**Saved data entries:**
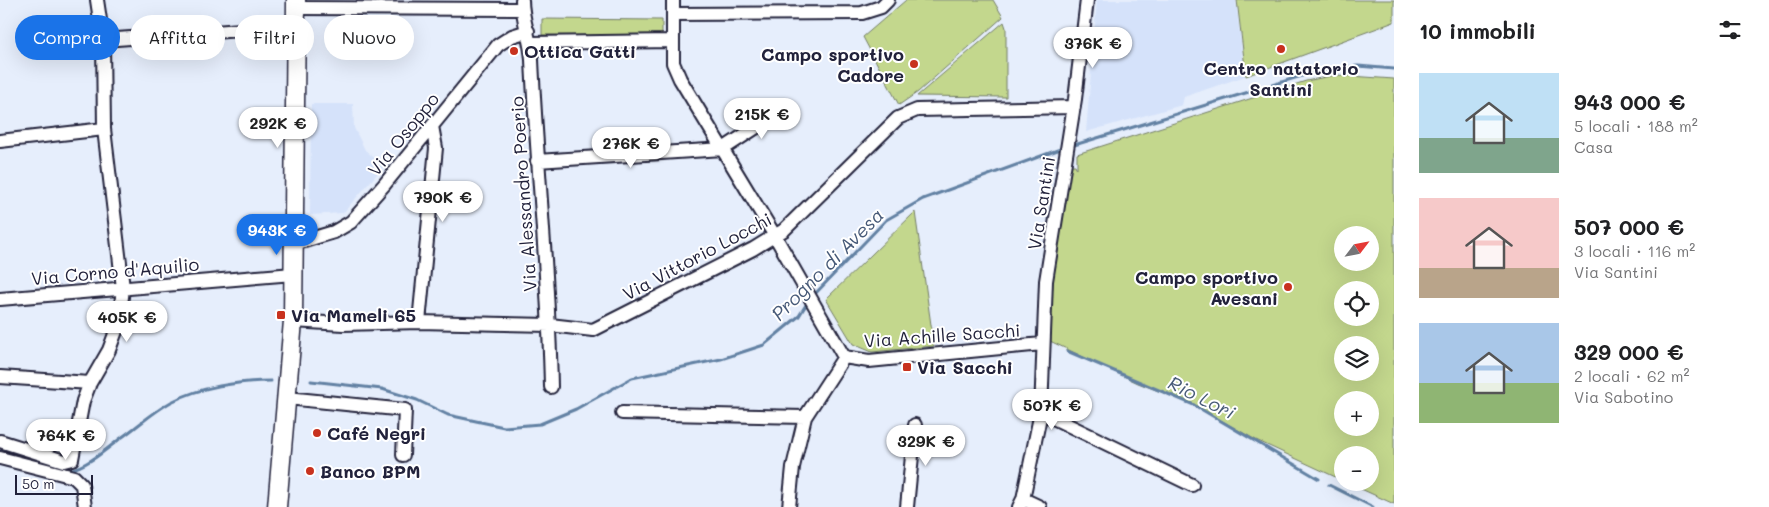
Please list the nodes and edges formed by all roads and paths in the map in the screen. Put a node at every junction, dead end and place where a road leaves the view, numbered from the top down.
1 (98, 0) edge
2 (673, 0) edge
3 (888, 0) edge
4 (1087, 0) edge
5 (296, 4) edge
6 (522, 4) edge
7 (673, 14) junction
8 (100, 15) edge
9 (235, 30) edge
10 (529, 37) junction
11 (120, 39) edge
12 (672, 41) junction
13 (103, 60) edge
14 (296, 60) edge
15 (786, 108) dead end
16 (1074, 108) junction
17 (432, 126) junction
18 (104, 128) junction
19 (0, 141) edge
20 (722, 149) junction
21 (537, 161) junction
22 (780, 233) junction
23 (294, 244) junction
24 (293, 274) junction
25 (123, 288) junction
26 (0, 300) edge
27 (293, 320) junction
28 (419, 322) junction
29 (550, 325) junction
30 (1042, 344) junction
31 (844, 357) junction
32 (0, 377) edge
33 (90, 383) junction
34 (551, 387) dead end
35 (287, 398) junction
36 (1041, 412) junction
37 (622, 413) dead end
38 (805, 417) junction
39 (915, 425) dead end
40 (0, 441) edge
41 (403, 455) dead end
42 (0, 458) edge
43 (1192, 484) dead end
44 (1021, 503) edge
45 (84, 507) edge
46 (277, 507) edge
47 (789, 507) edge
48 (907, 507) edge
49 (1040, 507) edge

1 - 8 street
2 - 7 street, Via Achille Sacchi
3 - 7 street
4 - 16 street, Via Santini
5 - 6 street
6 - 10 street, Via Alessandro Poerio
7 - 12 street, Via Achille Sacchi
9 - 11 street
10 - 12 street
10 - 17 street, Via Osoppo
10 - 21 street, Via Alessandro Poerio
12 - 20 street, Via Achille Sacchi
13 - 18 street
14 - 23 main road
15 - 20 street
16 - 22 street, Via Vittorio Locchi
16 - 30 street, Via Santini
17 - 23 street, Via Osoppo
17 - 28 street
18 - 19 street
18 - 25 street
20 - 21 street
20 - 22 street, Via Achille Sacchi
21 - 29 street, Via Alessandro Poerio
22 - 29 street, Via Vittorio Locchi
22 - 31 street, Via Achille Sacchi
23 - 24 main road
24 - 25 street, Via Corno d'Aquilio
24 - 27 main road
25 - 26 street, Via Corno d'Aquilio
25 - 33 street
27 - 28 street, Via Vittorio Locchi
27 - 35 main road
28 - 29 street, Via Vittorio Locchi
29 - 34 street, Via Alessandro Poerio
30 - 31 street, Via Achille Sacchi
30 - 36 street, Via Santini
31 - 38 street, Via Achille Sacchi
32 - 33 street
33 - 40 street
35 - 41 street
35 - 46 main road
36 - 43 street
36 - 44 street, Via Santini
37 - 38 street
38 - 47 street, Via Achille Sacchi
39 - 48 street
42 - 45 street
44 - 49 street, Via Santini

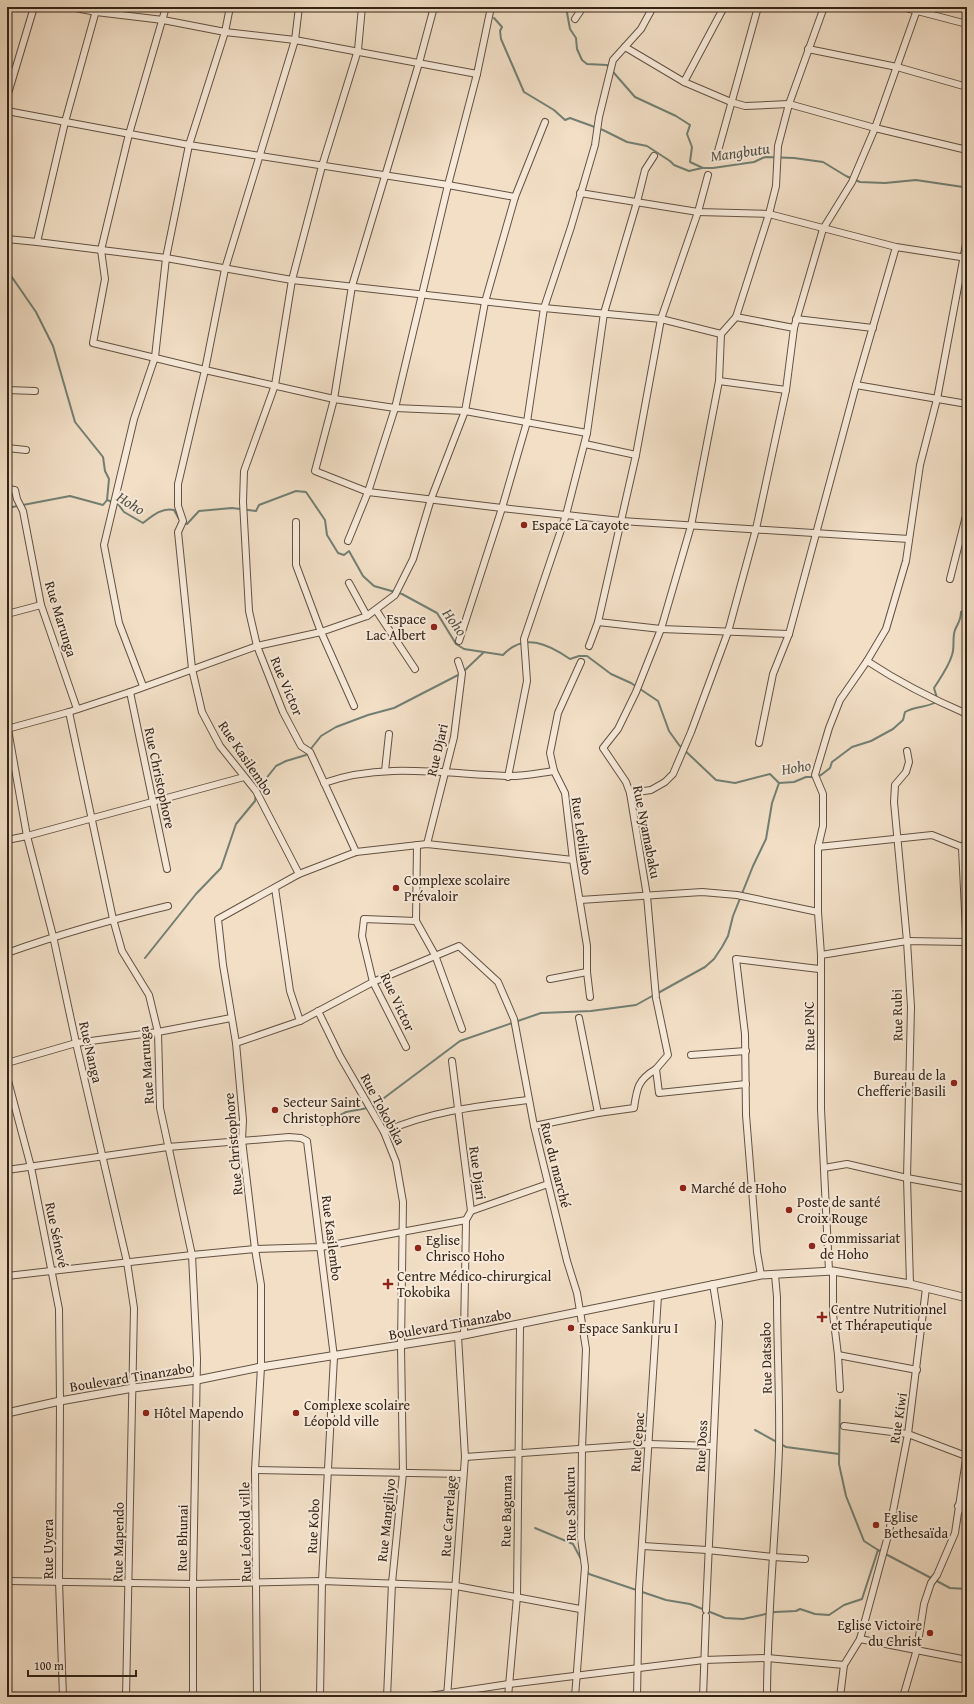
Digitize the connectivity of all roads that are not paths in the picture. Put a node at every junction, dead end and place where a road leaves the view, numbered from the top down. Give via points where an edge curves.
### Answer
1 (34, 7) edge
2 (71, 7) edge
3 (166, 7) edge
4 (230, 7) edge
5 (299, 7) edge
6 (362, 7) edge
7 (434, 7) edge
8 (491, 7) edge
9 (582, 7) edge
10 (653, 7) edge
11 (724, 7) edge
12 (758, 7) edge
13 (824, 7) edge
14 (902, 7) edge
15 (96, 9) edge
16 (917, 9) edge
17 (575, 19) dead end
18 (163, 20) junction
19 (967, 24) edge
20 (225, 32) junction
21 (295, 40) junction
22 (625, 47) junction
23 (808, 49) junction
24 (358, 50) junction
25 (419, 63) junction
26 (897, 67) junction
27 (477, 74) junction
28 (684, 82) junction
29 (967, 87) edge
30 (7, 97) edge
31 (731, 102) junction
32 (789, 104) junction
33 (7, 111) edge
34 (65, 122) junction
35 (545, 122) dead end
36 (875, 128) junction
37 (129, 134) junction
38 (189, 145) junction
39 (967, 150) edge
40 (718, 151) dead end
41 (259, 155) junction
42 (654, 156) dead end
43 (322, 166) junction
44 (708, 175) dead end
45 (384, 176) junction
46 (448, 185) junction
47 (580, 193) junction
48 (516, 198) junction
49 (637, 202) junction
50 (698, 212) junction
51 (769, 214) junction
52 (823, 229) junction
53 (7, 239) edge
54 (967, 239) edge
55 (38, 242) junction
56 (896, 247) junction
57 (101, 250) junction
58 (965, 257) edge
59 (166, 258) junction
60 (225, 269) junction
61 (292, 280) junction
62 (352, 286) junction
63 (422, 295) junction
64 (485, 302) junction
65 (544, 308) junction
66 (604, 313) junction
67 (736, 317) junction
68 (661, 319) junction
69 (796, 319) junction
70 (794, 328) junction
71 (873, 328) junction
72 (721, 334) junction
73 (155, 357) junction
74 (205, 370) junction
75 (720, 381) junction
76 (275, 385) junction
77 (856, 385) junction
78 (7, 390) edge
79 (786, 390) junction
80 (35, 391) dead end
81 (334, 399) junction
82 (936, 399) junction
83 (967, 404) edge
84 (395, 408) junction
85 (464, 411) junction
86 (526, 422) junction
87 (587, 433) junction
88 (585, 444) junction
89 (7, 448) edge
90 (26, 450) dead end
91 (636, 454) junction
92 (7, 489) edge
93 (368, 492) junction
94 (431, 499) junction
95 (502, 508) junction
96 (967, 512) edge
97 (566, 515) junction
98 (621, 521) junction
99 (296, 522) dead end
100 (691, 526) junction
101 (756, 529) junction
102 (816, 533) junction
103 (909, 539) junction
104 (348, 541) dead end
105 (950, 579) dead end
106 (349, 583) dead end
107 (41, 605) junction
108 (376, 610) junction
109 (7, 614) edge
110 (367, 616) junction
111 (598, 622) junction
112 (661, 629) junction
113 (321, 632) junction
114 (728, 632) junction
115 (788, 634) junction
116 (458, 641) dead end
117 (257, 646) junction
118 (589, 646) dead end
119 (458, 661) dead end
120 (867, 661) junction
121 (581, 662) dead end
122 (192, 669) junction
123 (415, 669) dead end
124 (143, 686) junction
125 (130, 692) junction
126 (354, 706) dead end
127 (77, 709) junction
128 (69, 712) junction
129 (967, 714) edge
130 (7, 727) edge
131 (389, 734) dead end
132 (759, 743) dead end
133 (907, 751) dead end
134 (385, 771) junction
135 (554, 771) junction
136 (445, 772) junction
137 (244, 777) junction
138 (508, 777) junction
139 (324, 783) junction
140 (630, 793) junction
141 (154, 803) junction
142 (92, 819) junction
143 (27, 836) junction
144 (898, 838) junction
145 (7, 840) edge
146 (967, 840) edge
147 (427, 844) junction
148 (417, 845) junction
149 (818, 847) junction
150 (964, 849) edge
151 (356, 852) junction
152 (573, 860) junction
153 (167, 869) dead end
154 (299, 874) junction
155 (275, 888) junction
156 (647, 896) junction
157 (580, 900) junction
158 (168, 906) dead end
159 (818, 912) junction
160 (113, 919) junction
161 (416, 921) junction
162 (54, 936) junction
163 (907, 941) junction
164 (966, 942) edge
165 (967, 952) edge
166 (7, 953) edge
167 (435, 955) junction
168 (820, 955) junction
169 (819, 969) junction
170 (587, 972) junction
171 (550, 979) dead end
172 (373, 982) junction
173 (590, 997) dead end
174 (318, 1011) junction
175 (231, 1018) junction
176 (579, 1018) dead end
177 (300, 1021) junction
178 (462, 1029) dead end
179 (158, 1032) junction
180 (76, 1043) junction
181 (236, 1043) junction
182 (406, 1048) dead end
183 (746, 1051) junction
184 (691, 1055) dead end
185 (452, 1061) dead end
186 (7, 1063) edge
187 (656, 1069) junction
188 (7, 1077) edge
189 (746, 1084) junction
190 (528, 1100) junction
191 (457, 1109) junction
192 (598, 1113) junction
193 (534, 1126) junction
194 (384, 1132) junction
195 (242, 1140) junction
196 (168, 1147) junction
197 (104, 1157) junction
198 (31, 1167) junction
199 (824, 1168) junction
200 (7, 1170) edge
201 (907, 1178) junction
202 (548, 1184) junction
203 (967, 1189) edge
204 (471, 1211) junction
205 (466, 1220) junction
206 (403, 1232) junction
207 (321, 1247) junction
208 (255, 1249) junction
209 (192, 1255) junction
210 (127, 1262) junction
211 (52, 1270) junction
212 (831, 1271) junction
213 (761, 1275) junction
214 (775, 1275) junction
215 (7, 1276) edge
216 (713, 1284) junction
217 (910, 1284) junction
218 (926, 1288) junction
219 (658, 1296) junction
220 (967, 1298) edge
221 (580, 1311) junction
222 (520, 1325) junction
223 (461, 1336) junction
224 (401, 1346) junction
225 (838, 1355) junction
226 (334, 1356) junction
227 (261, 1367) junction
228 (917, 1370) junction
229 (197, 1380) junction
230 (133, 1388) junction
231 (840, 1389) dead end
232 (60, 1400) junction
233 (7, 1413) edge
234 (844, 1426) dead end
235 (908, 1434) junction
236 (649, 1444) junction
237 (713, 1446) junction
238 (582, 1448) junction
239 (519, 1453) junction
240 (967, 1453) edge
241 (966, 1456) edge
242 (465, 1457) junction
243 (256, 1470) junction
244 (327, 1472) junction
245 (403, 1474) junction
246 (463, 1474) junction
247 (958, 1506) junction
248 (967, 1513) edge
249 (643, 1546) junction
250 (708, 1550) junction
251 (773, 1558) junction
252 (805, 1559) dead end
253 (7, 1581) edge
254 (59, 1581) junction
255 (322, 1581) junction
256 (130, 1582) junction
257 (258, 1583) junction
258 (392, 1583) junction
259 (193, 1584) junction
260 (456, 1586) junction
261 (517, 1596) junction
262 (580, 1609) junction
263 (860, 1639) junction
264 (917, 1649) junction
265 (767, 1658) junction
266 (704, 1660) junction
267 (967, 1660) edge
268 (844, 1665) junction
269 (638, 1668) junction
270 (576, 1676) junction
271 (509, 1684) junction
272 (447, 1696) edge
273 (63, 1697) edge
274 (126, 1697) edge
275 (193, 1697) edge
276 (257, 1697) edge
277 (320, 1697) edge
278 (387, 1697) edge
279 (422, 1697) edge
280 (508, 1697) edge
281 (575, 1697) edge
282 (637, 1697) edge
283 (703, 1697) edge
284 (767, 1697) edge
285 (840, 1697) edge
286 (903, 1697) edge

1 - 30 street
2 - 15 street
3 - 18 street
4 - 20 street
5 - 21 street
6 - 24 street, Rue Victor
7 - 25 street
8 - 27 street
9 - 17 street
10 - 22 street
11 - 28 street
12 - 31 street
13 - 23 street
14 - 16 street
15 - 18 street
15 - 34 street
16 - 19 street
16 - 26 street
18 - 20 street
18 - 37 street
20 - 21 street
20 - 38 street
21 - 24 street
21 - 41 street
22 - 28 street
22 - 47 street via 613,60 595,145
23 - 26 street
23 - 32 street
24 - 25 street
24 - 43 street, Rue Victor
25 - 27 street
25 - 45 street
26 - 29 street
26 - 36 street
27 - 46 street
28 - 31 street
31 - 32 street via 745,106
31 - 40 street
32 - 36 street
32 - 51 street via 778,146 776,186
33 - 34 street
34 - 37 street
34 - 55 street
35 - 48 street
36 - 39 street
36 - 52 street via 852,182
37 - 38 street
37 - 57 street
38 - 41 street
38 - 59 street
41 - 43 street
41 - 60 street
42 - 49 street via 645,170
43 - 45 street
43 - 61 street, Rue Victor
44 - 50 street
45 - 46 street
45 - 62 street
46 - 48 street
46 - 63 street
47 - 49 street
47 - 65 street
48 - 64 street
49 - 50 street
49 - 66 street
50 - 51 street
50 - 68 street
51 - 52 street
51 - 67 street
52 - 56 street
52 - 69 street
53 - 55 street
54 - 58 street
55 - 57 street
56 - 58 street
56 - 71 street
57 - 59 street
57 - 73 street via 105,279 93,343
58 - 82 street
59 - 60 street
59 - 73 street
60 - 61 street
60 - 74 street
61 - 62 street
61 - 76 street, Rue Victor
62 - 63 street
62 - 81 street
63 - 64 street
63 - 84 street
64 - 65 street
64 - 85 street
65 - 66 street
65 - 86 street
66 - 68 street
66 - 87 street
67 - 70 street
67 - 72 street
68 - 72 street
68 - 91 street
69 - 70 street
69 - 71 street
70 - 79 street
71 - 77 street
72 - 75 street
73 - 74 street
73 - 124 street via 134,419 104,545 119,623
74 - 76 street
74 - 122 street, Rue Kasilembo via 178,484 178,506 183,521 178,532
75 - 79 street
75 - 100 street
76 - 81 street
76 - 117 street, Rue Victor via 244,471 243,502 249,611
77 - 82 street
77 - 102 street
78 - 80 street
79 - 101 street
81 - 84 street
81 - 93 street via 315,471
82 - 83 street
82 - 103 street via 920,465
84 - 85 street
84 - 93 street
85 - 86 street
85 - 94 street
86 - 87 street
86 - 95 street
87 - 88 street
88 - 91 street
88 - 97 street
89 - 90 street
91 - 98 street
92 - 107 street, Rue Marunga via 14,490 23,511
93 - 94 street
93 - 104 street
94 - 95 street
94 - 108 street via 413,559 399,588 395,596
95 - 97 street
95 - 116 street
96 - 105 street
97 - 98 street
97 - 138 street via 524,639 528,681
98 - 100 street
98 - 111 street
99 - 113 street via 296,565
100 - 101 street
100 - 112 street
101 - 102 street
101 - 114 street
102 - 103 street
102 - 115 street
103 - 120 street via 906,561 886,629
106 - 110 street
107 - 109 street
107 - 127 street, Rue Marunga
108 - 110 street
108 - 123 street
110 - 113 street
111 - 112 street
111 - 118 street
112 - 114 street
112 - 140 street, Rue Nyamabaku via 637,690 618,729 603,748 626,782
113 - 117 street
113 - 126 street
114 - 115 street
114 - 140 street via 673,774 652,790
115 - 132 street via 773,674
117 - 122 street
117 - 139 street, Rue Victor via 283,712 301,746 310,752
119 - 136 street, Rue Djari via 462,673 454,737
120 - 129 street via 930,697
120 - 149 street, Rue PNC via 840,700 815,775 823,794 823,820
121 - 135 street, Rue Lebiliabo via 558,713 550,753
122 - 124 street
122 - 137 street, Rue Kasilembo via 202,712 220,746
124 - 125 street
125 - 127 street
125 - 141 street, Rue Christophore
127 - 128 street
128 - 130 street
128 - 142 street, Rue Marunga
130 - 143 street, Rue Nanga
131 - 134 street
133 - 144 street, Rue Rubi via 909,762 906,772 895,785
134 - 136 street
134 - 139 street via 338,778
135 - 138 street
135 - 152 street, Rue Lebiliabo via 565,793
136 - 138 street
136 - 147 street, Rue Djari
137 - 141 street
137 - 154 street, Rue Kasilembo via 256,791
139 - 151 street, Rue Victor
140 - 156 street, Rue Nyamabaku
141 - 142 street
141 - 153 street, Rue Christophore
142 - 143 street
142 - 160 street, Rue Marunga
143 - 145 street
143 - 162 street, Rue Nanga
144 - 149 street
144 - 150 street via 932,835
144 - 163 street, Rue Rubi
146 - 150 street
147 - 148 street
147 - 152 street
148 - 151 street
148 - 161 street
149 - 159 street, Rue PNC
150 - 164 street
151 - 154 street
152 - 157 street, Rue Lebiliabo
154 - 155 street
155 - 175 street, Rue Christophore via 218,919
155 - 177 street via 290,991
156 - 157 street
156 - 159 street via 702,892 737,895
156 - 187 street, Rue Nyamabaku via 656,995 668,1056
157 - 170 street, Rue Lebiliabo via 587,946
158 - 160 street
159 - 168 street, Rue PNC
160 - 162 street
160 - 179 street, Rue Marunga via 122,951 149,995
161 - 167 street
161 - 172 street, Rue Victor via 364,919 362,936
162 - 166 street
162 - 180 street, Rue Nanga
163 - 164 street
163 - 168 street
163 - 201 street, Rue Rubi via 911,1007
164 - 165 street
167 - 172 street
167 - 178 street
167 - 190 street, Rue du marché via 459,946 498,982 515,1022
168 - 169 street, Rue PNC
169 - 183 street via 736,959
169 - 199 street, Rue PNC
170 - 171 street
170 - 173 street, Rue Lebiliabo
172 - 174 street
172 - 182 street, Rue Victor
174 - 177 street
174 - 194 street, Rue Tokobika via 340,1056
175 - 179 street
175 - 181 street, Rue Christophore
176 - 192 street
177 - 181 street
179 - 180 street
179 - 196 street, Rue Marunga via 160,1108
180 - 186 street
180 - 197 street, Rue Nanga
181 - 195 street, Rue Christophore
183 - 184 street
183 - 189 street
185 - 191 street, Rue Djari
187 - 189 street via 659,1093
187 - 192 street via 644,1077 637,1088 634,1108
188 - 198 street, Rue Sénevé
189 - 213 street via 746,1115
190 - 191 street
190 - 193 street, Rue du marché
191 - 194 street via 407,1122
191 - 204 street, Rue Djari
192 - 193 street
193 - 202 street, Rue du marché
194 - 206 street, Rue Tokobika via 396,1162 404,1202
195 - 196 street
195 - 207 street, Rue Kasilembo via 289,1136 307,1141
195 - 208 street, Rue Christophore
196 - 197 street
196 - 209 street, Rue Marunga
197 - 198 street
197 - 210 street, Rue Nanga
198 - 200 street
198 - 211 street, Rue Sénevé
199 - 201 street via 847,1164
199 - 212 street, Rue PNC
201 - 203 street
201 - 217 street, Rue Rubi
202 - 204 street
202 - 221 street, Rue du marché
204 - 205 street, Rue Djari
205 - 206 street
205 - 223 street, Rue Djari
206 - 207 street
206 - 224 street, Rue Tokobika
207 - 208 street
207 - 226 street, Rue Kasilembo
208 - 209 street
208 - 227 street, Rue Christophore via 261,1285
209 - 210 street
209 - 229 street, Rue Marunga
210 - 211 street
210 - 230 street, Rue Nanga via 134,1308
211 - 215 street
211 - 232 street, Rue Sénevé via 59,1309
212 - 214 street, Boulevard Tinanzabo
212 - 217 street, Boulevard Tinanzabo
212 - 225 street, Rue PNC
213 - 214 street, Boulevard Tinanzabo
213 - 216 street, Boulevard Tinanzabo
214 - 251 street, Rue Datsabo via 779,1450
216 - 219 street, Boulevard Tinanzabo
216 - 237 street, Rue Doss via 719,1322
217 - 218 street, Boulevard Tinanzabo
218 - 220 street, Boulevard Tinanzabo
218 - 228 street, Rue Kiwi
219 - 221 street, Boulevard Tinanzabo
219 - 236 street, Rue Cepac
221 - 222 street, Boulevard Tinanzabo
221 - 238 street, Rue Sankuru via 586,1349
222 - 223 street, Boulevard Tinanzabo
222 - 239 street, Rue Baguma
223 - 224 street, Boulevard Tinanzabo
223 - 242 street, Rue Carrelage
224 - 226 street, Boulevard Tinanzabo
224 - 245 street, Rue Mangiliyo
225 - 228 street
225 - 231 street, Rue PNC
226 - 227 street, Boulevard Tinanzabo
226 - 244 street, Rue Kobo
227 - 229 street, Boulevard Tinanzabo
227 - 243 street, Rue Léopold ville
228 - 235 street, Rue Kiwi
229 - 230 street, Boulevard Tinanzabo
229 - 259 street, Rue Bhunai
230 - 232 street, Boulevard Tinanzabo
230 - 256 street, Rue Mapendo
232 - 233 street, Boulevard Tinanzabo
232 - 254 street, Rue Uyera
234 - 235 street
235 - 241 street
235 - 263 street, Rue Kiwi via 889,1532
236 - 237 street
236 - 238 street
236 - 249 street, Rue Cepac
237 - 250 street, Rue Doss
238 - 239 street
238 - 262 street, Rue Sankuru via 582,1538 585,1567
239 - 242 street
239 - 261 street, Rue Baguma
240 - 241 street
241 - 247 street
242 - 246 street, Rue Carrelage
243 - 244 street
243 - 257 street, Rue Léopold ville
244 - 245 street
244 - 255 street, Rue Kobo
245 - 246 street
245 - 258 street, Rue Mangiliyo
246 - 260 street, Rue Carrelage
247 - 248 street
247 - 264 street via 955,1533 924,1604
249 - 250 street
249 - 269 street, Rue Cepac via 639,1589
250 - 251 street
250 - 266 street, Rue Doss
251 - 252 street
251 - 265 street
253 - 254 street
254 - 256 street
254 - 273 street, Rue Uyera
255 - 257 street
255 - 258 street
255 - 277 street, Rue Kobo
256 - 259 street
256 - 274 street, Rue Mapendo
257 - 259 street
257 - 276 street, Rue Léopold ville
258 - 260 street
258 - 278 street, Rue Mangiliyo
259 - 275 street, Rue Bhunai
260 - 261 street
260 - 272 street, Rue Carrelage
261 - 262 street
261 - 271 street, Rue Baguma
262 - 270 street, Rue Sankuru
263 - 264 street
263 - 268 street
264 - 267 street
264 - 286 street
265 - 266 street
265 - 268 street
265 - 284 street
266 - 269 street
266 - 283 street, Rue Doss
268 - 285 street
269 - 270 street
269 - 282 street
270 - 271 street
270 - 281 street, Rue Sankuru
271 - 272 street
271 - 280 street, Rue Baguma
272 - 279 street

**Problem statement:**
Whenever the word "Doss" shows up in a line above, copy that line.

**Exercise answer:**
216 - 237 street, Rue Doss via 719,1322
237 - 250 street, Rue Doss
250 - 266 street, Rue Doss
266 - 283 street, Rue Doss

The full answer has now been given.